Me interesa mucho la trayectoria de actores que se forman en conservatorios, y en el caso de Alex Sharp la pista clara apunta a la Juilliard School en Nueva York.
He leído y escuchado suficientes comentarios sobre su paso por la Juilliard School como para entender que su enfoque fue el del conservatorio: disciplina, repertorio clásico y contemporáneo, y un trabajo intensivo en interpretación escénica. Esa formación suele dar a los intérpretes una base versátil para moverse entre teatro y pantallas, y creo que fue determinante para la manera en que Alex abordó papeles complejos en Broadway.
Personalmente me gusta ver cómo la educación formal se traduce en decisiones artísticas; en su caso, la claridad y el control que exhibe en escena me parecen reflejo directo de pasar por un lugar tan riguroso como Juilliard.

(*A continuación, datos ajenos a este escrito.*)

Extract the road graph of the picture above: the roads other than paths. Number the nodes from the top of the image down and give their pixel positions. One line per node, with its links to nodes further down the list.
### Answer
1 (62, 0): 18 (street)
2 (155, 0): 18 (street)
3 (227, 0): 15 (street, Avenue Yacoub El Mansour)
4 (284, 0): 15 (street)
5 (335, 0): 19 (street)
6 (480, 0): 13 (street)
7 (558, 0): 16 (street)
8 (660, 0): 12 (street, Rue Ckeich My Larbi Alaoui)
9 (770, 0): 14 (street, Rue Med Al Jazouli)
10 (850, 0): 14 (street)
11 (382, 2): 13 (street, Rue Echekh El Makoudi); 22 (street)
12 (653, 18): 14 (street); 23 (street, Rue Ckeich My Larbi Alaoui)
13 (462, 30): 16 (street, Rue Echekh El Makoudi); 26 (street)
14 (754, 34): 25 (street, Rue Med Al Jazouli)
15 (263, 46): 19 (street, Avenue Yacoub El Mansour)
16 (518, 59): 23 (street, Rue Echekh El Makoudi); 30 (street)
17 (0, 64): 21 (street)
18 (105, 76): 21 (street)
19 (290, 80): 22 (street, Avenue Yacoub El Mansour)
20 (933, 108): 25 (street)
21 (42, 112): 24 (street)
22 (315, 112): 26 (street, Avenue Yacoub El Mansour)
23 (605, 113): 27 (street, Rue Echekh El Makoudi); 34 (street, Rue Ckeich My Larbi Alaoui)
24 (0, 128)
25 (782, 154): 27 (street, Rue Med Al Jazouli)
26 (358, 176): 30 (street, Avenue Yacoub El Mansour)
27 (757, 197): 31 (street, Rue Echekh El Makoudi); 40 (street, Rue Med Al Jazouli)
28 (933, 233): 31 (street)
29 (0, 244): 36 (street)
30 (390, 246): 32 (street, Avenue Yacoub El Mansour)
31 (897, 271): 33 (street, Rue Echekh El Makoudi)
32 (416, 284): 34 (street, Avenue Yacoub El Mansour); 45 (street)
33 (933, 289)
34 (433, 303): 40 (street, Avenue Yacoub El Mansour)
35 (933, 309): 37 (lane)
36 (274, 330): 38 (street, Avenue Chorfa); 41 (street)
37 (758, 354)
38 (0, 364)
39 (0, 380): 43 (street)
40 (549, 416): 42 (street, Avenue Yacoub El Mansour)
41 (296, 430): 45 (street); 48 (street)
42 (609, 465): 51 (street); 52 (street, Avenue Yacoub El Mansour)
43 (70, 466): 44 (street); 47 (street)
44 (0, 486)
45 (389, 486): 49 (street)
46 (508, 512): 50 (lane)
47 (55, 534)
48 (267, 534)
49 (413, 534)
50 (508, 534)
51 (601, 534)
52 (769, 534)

Es inspirador ver ese proceso y pensar en cuánto puede aportar la técnica a la expresividad.
Me llama la atención cómo la formación puede marcar el rumbo de una carrera, y en el caso de alex sharp esa base la obtuvo en la Juilliard School de Nueva York.
Recuerdo ver entrevistas donde hablaba de la intensidad del entrenamiento en la Juilliard School, especialmente en su Drama Division, y cómo eso le dio herramientas sólidas para enfrentar el teatro de alto nivel. La escuela tiene fama de exigente, con mucho trabajo corporal, voz y análisis de texto, y se nota en su presencia escénica: ese tipo de formación suele pulir detalles que luego brillan en Broadway.
Yo, que vengo de seguir teatro desde hace años, valoro que actores jóvenes se formen en sitios así porque el salto a producciones grandes suele ser menos brusco. Ver a alguien con esa formación subir al escenario y conectar con el público me deja la sensación de que la técnica y la pasión bien canalizada pueden abrir muchas puertas, y Alex Sharp es un buen ejemplo de ello.
Si lo que buscas es una respuesta directa: Alex Sharp se formó en Estados Unidos en la Juilliard School, en Nueva York, dentro de su riguroso programa de interpretación.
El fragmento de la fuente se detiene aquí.